* YOUR OBJECTIVE
Restate the records below word for word, leaving nothing out.

* Stored data
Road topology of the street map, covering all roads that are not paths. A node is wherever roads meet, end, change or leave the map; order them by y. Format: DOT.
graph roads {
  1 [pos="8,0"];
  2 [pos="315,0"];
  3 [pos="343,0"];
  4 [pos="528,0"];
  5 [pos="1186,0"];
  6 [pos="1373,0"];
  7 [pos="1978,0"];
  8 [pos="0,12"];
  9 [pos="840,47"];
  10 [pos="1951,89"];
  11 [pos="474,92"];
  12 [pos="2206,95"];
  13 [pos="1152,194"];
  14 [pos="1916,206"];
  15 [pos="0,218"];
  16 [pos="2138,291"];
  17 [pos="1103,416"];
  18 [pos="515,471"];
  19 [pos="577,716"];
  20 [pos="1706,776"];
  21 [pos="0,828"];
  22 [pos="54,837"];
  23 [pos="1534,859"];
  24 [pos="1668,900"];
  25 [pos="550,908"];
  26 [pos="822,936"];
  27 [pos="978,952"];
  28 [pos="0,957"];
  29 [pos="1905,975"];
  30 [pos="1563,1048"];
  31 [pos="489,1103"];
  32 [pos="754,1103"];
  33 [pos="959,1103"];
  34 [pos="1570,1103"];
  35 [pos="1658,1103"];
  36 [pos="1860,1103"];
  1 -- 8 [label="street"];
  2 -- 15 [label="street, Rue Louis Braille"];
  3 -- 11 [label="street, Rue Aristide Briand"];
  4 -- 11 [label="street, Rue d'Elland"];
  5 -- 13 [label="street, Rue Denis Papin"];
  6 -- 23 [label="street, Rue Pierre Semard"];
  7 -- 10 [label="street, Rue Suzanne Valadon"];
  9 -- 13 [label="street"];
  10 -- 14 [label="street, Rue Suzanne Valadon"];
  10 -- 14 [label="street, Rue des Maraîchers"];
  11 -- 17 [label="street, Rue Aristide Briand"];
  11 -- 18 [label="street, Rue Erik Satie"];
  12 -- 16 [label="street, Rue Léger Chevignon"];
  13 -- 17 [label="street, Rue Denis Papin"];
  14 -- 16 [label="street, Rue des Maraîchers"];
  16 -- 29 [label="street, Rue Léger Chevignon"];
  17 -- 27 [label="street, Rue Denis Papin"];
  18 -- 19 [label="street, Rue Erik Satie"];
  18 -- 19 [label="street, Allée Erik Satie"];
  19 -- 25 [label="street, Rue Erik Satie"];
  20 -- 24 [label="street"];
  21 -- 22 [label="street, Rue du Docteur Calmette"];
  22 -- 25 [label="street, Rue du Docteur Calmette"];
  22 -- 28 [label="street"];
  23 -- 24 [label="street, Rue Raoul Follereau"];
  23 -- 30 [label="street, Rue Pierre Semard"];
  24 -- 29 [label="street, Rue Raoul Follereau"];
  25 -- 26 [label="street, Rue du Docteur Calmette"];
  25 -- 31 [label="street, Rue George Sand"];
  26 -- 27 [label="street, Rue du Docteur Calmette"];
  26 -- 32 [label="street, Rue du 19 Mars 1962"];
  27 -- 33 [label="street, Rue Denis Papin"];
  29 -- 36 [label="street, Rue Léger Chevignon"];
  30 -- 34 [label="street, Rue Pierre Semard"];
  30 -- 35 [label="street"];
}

* SOLUTION BELOW
Road topology of the street map, covering all roads that are not paths. A node is wherever roads meet, end, change or leave the map; order them by y. Format: DOT.
graph roads {
  1 [pos="8,0"];
  2 [pos="315,0"];
  3 [pos="343,0"];
  4 [pos="528,0"];
  5 [pos="1186,0"];
  6 [pos="1373,0"];
  7 [pos="1978,0"];
  8 [pos="0,12"];
  9 [pos="840,47"];
  10 [pos="1951,89"];
  11 [pos="474,92"];
  12 [pos="2206,95"];
  13 [pos="1152,194"];
  14 [pos="1916,206"];
  15 [pos="0,218"];
  16 [pos="2138,291"];
  17 [pos="1103,416"];
  18 [pos="515,471"];
  19 [pos="577,716"];
  20 [pos="1706,776"];
  21 [pos="0,828"];
  22 [pos="54,837"];
  23 [pos="1534,859"];
  24 [pos="1668,900"];
  25 [pos="550,908"];
  26 [pos="822,936"];
  27 [pos="978,952"];
  28 [pos="0,957"];
  29 [pos="1905,975"];
  30 [pos="1563,1048"];
  31 [pos="489,1103"];
  32 [pos="754,1103"];
  33 [pos="959,1103"];
  34 [pos="1570,1103"];
  35 [pos="1658,1103"];
  36 [pos="1860,1103"];
  1 -- 8 [label="street"];
  2 -- 15 [label="street, Rue Louis Braille"];
  3 -- 11 [label="street, Rue Aristide Briand"];
  4 -- 11 [label="street, Rue d'Elland"];
  5 -- 13 [label="street, Rue Denis Papin"];
  6 -- 23 [label="street, Rue Pierre Semard"];
  7 -- 10 [label="street, Rue Suzanne Valadon"];
  9 -- 13 [label="street"];
  10 -- 14 [label="street, Rue Suzanne Valadon"];
  10 -- 14 [label="street, Rue des Maraîchers"];
  11 -- 17 [label="street, Rue Aristide Briand"];
  11 -- 18 [label="street, Rue Erik Satie"];
  12 -- 16 [label="street, Rue Léger Chevignon"];
  13 -- 17 [label="street, Rue Denis Papin"];
  14 -- 16 [label="street, Rue des Maraîchers"];
  16 -- 29 [label="street, Rue Léger Chevignon"];
  17 -- 27 [label="street, Rue Denis Papin"];
  18 -- 19 [label="street, Rue Erik Satie"];
  18 -- 19 [label="street, Allée Erik Satie"];
  19 -- 25 [label="street, Rue Erik Satie"];
  20 -- 24 [label="street"];
  21 -- 22 [label="street, Rue du Docteur Calmette"];
  22 -- 25 [label="street, Rue du Docteur Calmette"];
  22 -- 28 [label="street"];
  23 -- 24 [label="street, Rue Raoul Follereau"];
  23 -- 30 [label="street, Rue Pierre Semard"];
  24 -- 29 [label="street, Rue Raoul Follereau"];
  25 -- 26 [label="street, Rue du Docteur Calmette"];
  25 -- 31 [label="street, Rue George Sand"];
  26 -- 27 [label="street, Rue du Docteur Calmette"];
  26 -- 32 [label="street, Rue du 19 Mars 1962"];
  27 -- 33 [label="street, Rue Denis Papin"];
  29 -- 36 [label="street, Rue Léger Chevignon"];
  30 -- 34 [label="street, Rue Pierre Semard"];
  30 -- 35 [label="street"];
}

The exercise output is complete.